═════ Supplied data

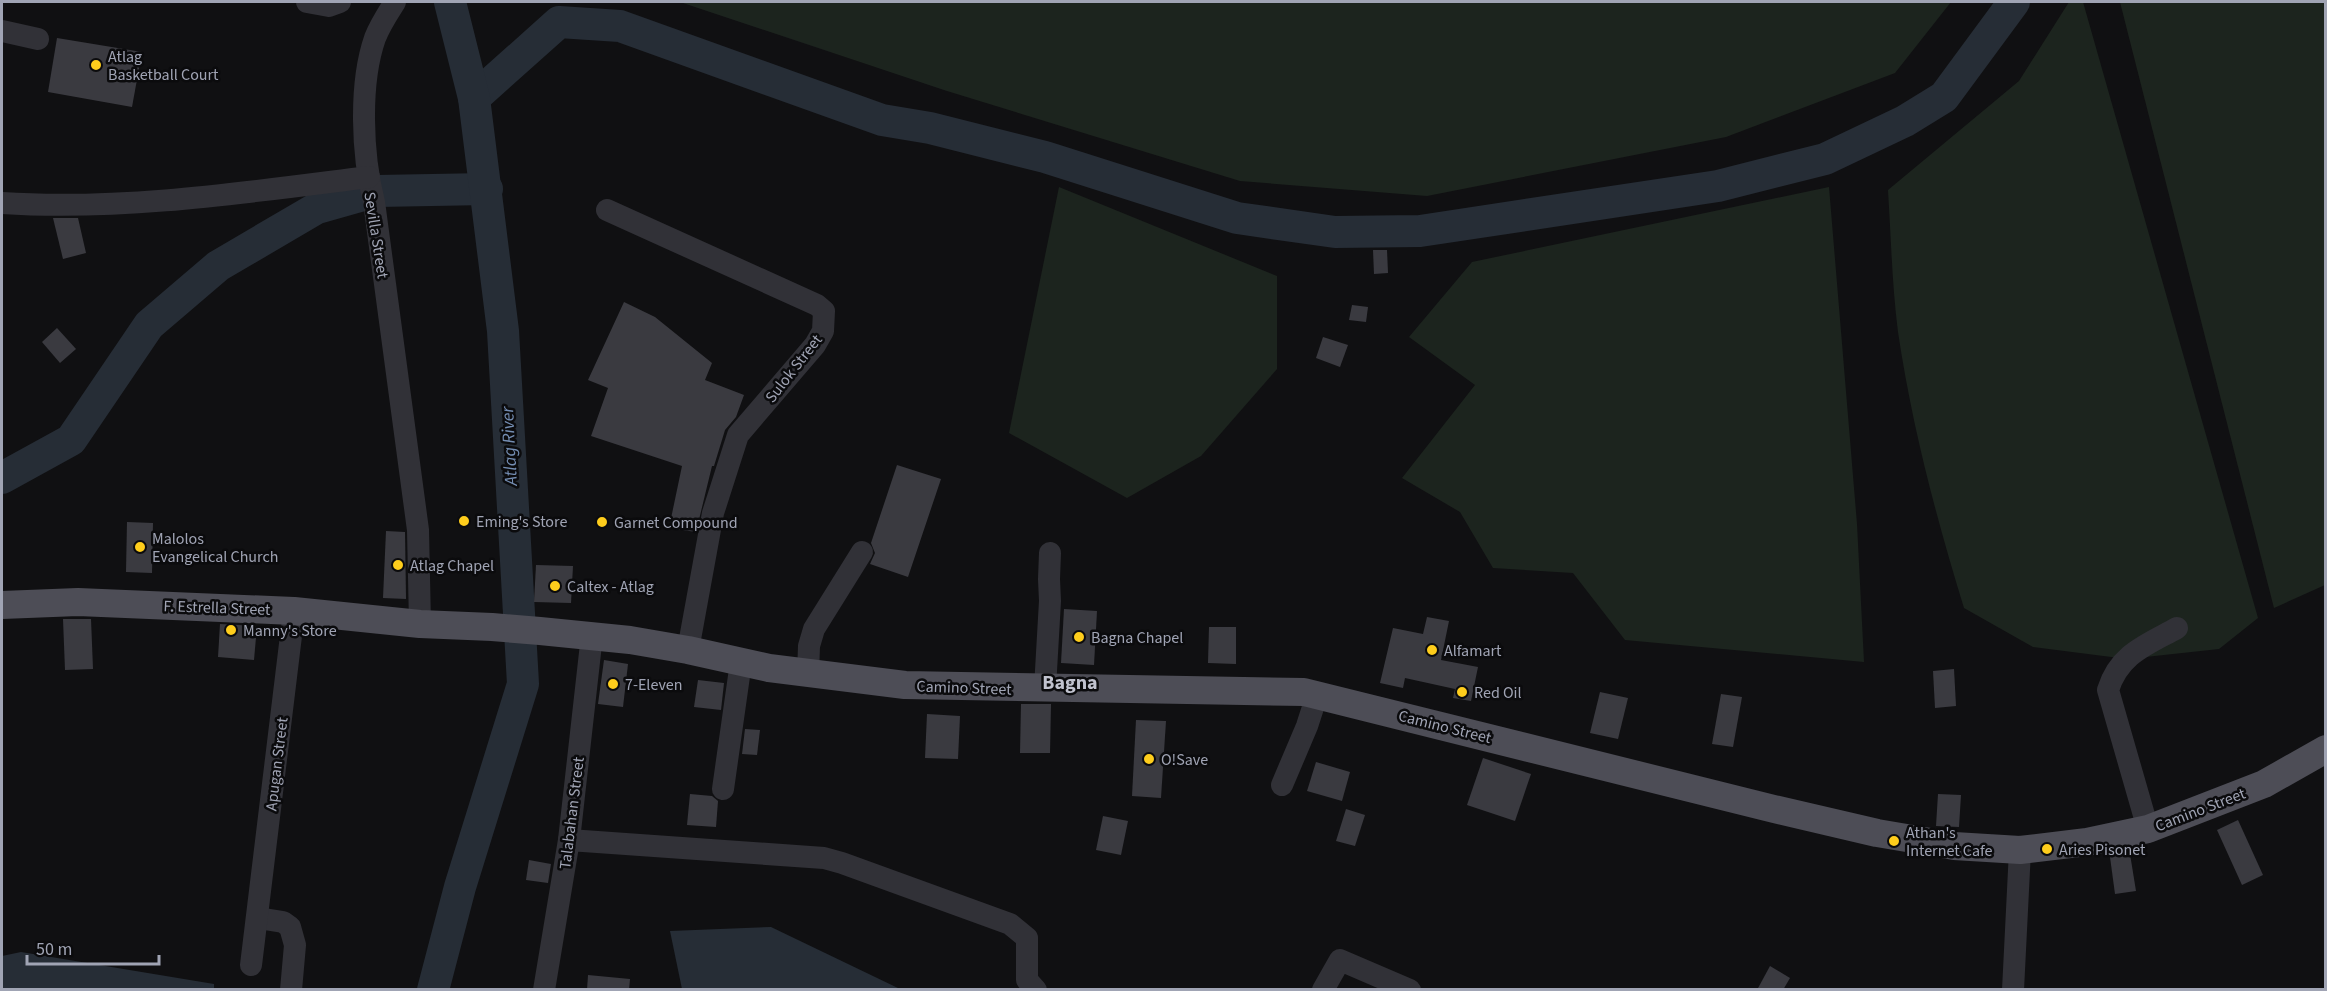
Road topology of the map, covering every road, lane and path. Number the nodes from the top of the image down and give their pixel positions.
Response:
1 (307, 2) edge
2 (340, 2) edge
3 (395, 2) edge
4 (2, 31) edge
5 (38, 39) dead end
6 (371, 188) junction
7 (2, 204) edge
8 (606, 210) dead end
9 (862, 552) dead end
10 (1050, 553) dead end
11 (2, 605) edge
12 (294, 611) junction
13 (420, 624) junction
14 (2177, 628) dead end
15 (540, 631) joint
16 (592, 635) junction
17 (688, 650) junction
18 (741, 662) junction
19 (808, 674) junction
20 (1045, 688) junction
21 (1317, 695) junction
22 (2325, 749) edge
23 (1282, 785) dead end
24 (723, 789) dead end
25 (2148, 829) junction
26 (569, 840) junction
27 (2020, 850) junction
28 (258, 918) junction
29 (251, 965) dead end
30 (291, 990) edge
31 (544, 990) edge
32 (1036, 990) edge
33 (1323, 990) edge
34 (1410, 990) edge
35 (2013, 990) edge

1 - 2 street
3 - 6 street
4 - 5 street
6 - 7 street, Sevilla Street
6 - 13 street, Sevilla Street
8 - 17 street, Sulok Street
9 - 19 street
10 - 20 street
11 - 12 main road, F. Estrella Street
12 - 13 main road, F. Estrella Street
12 - 28 street, Apugan Street
13 - 15 main road, F. Estrella Street
14 - 25 street
15 - 16 main road, Camino Street
16 - 17 main road, Camino Street
16 - 26 street, Talabahan Street
17 - 18 main road, Camino Street
18 - 19 main road, Camino Street
18 - 24 street
19 - 20 main road, Camino Street
20 - 21 main road, Camino Street
21 - 23 street
21 - 27 main road, Camino Street
22 - 25 main road, Camino Street
25 - 27 main road, Camino Street
26 - 31 street, Talabahan Street
26 - 32 street
27 - 35 street
28 - 29 street, Apugan Street
28 - 30 street
33 - 34 street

══════════

- [Work required]: Please give the number of lines in the data above where the word "Talabahan" appears, and nothing besides.

- [Task answer]: 2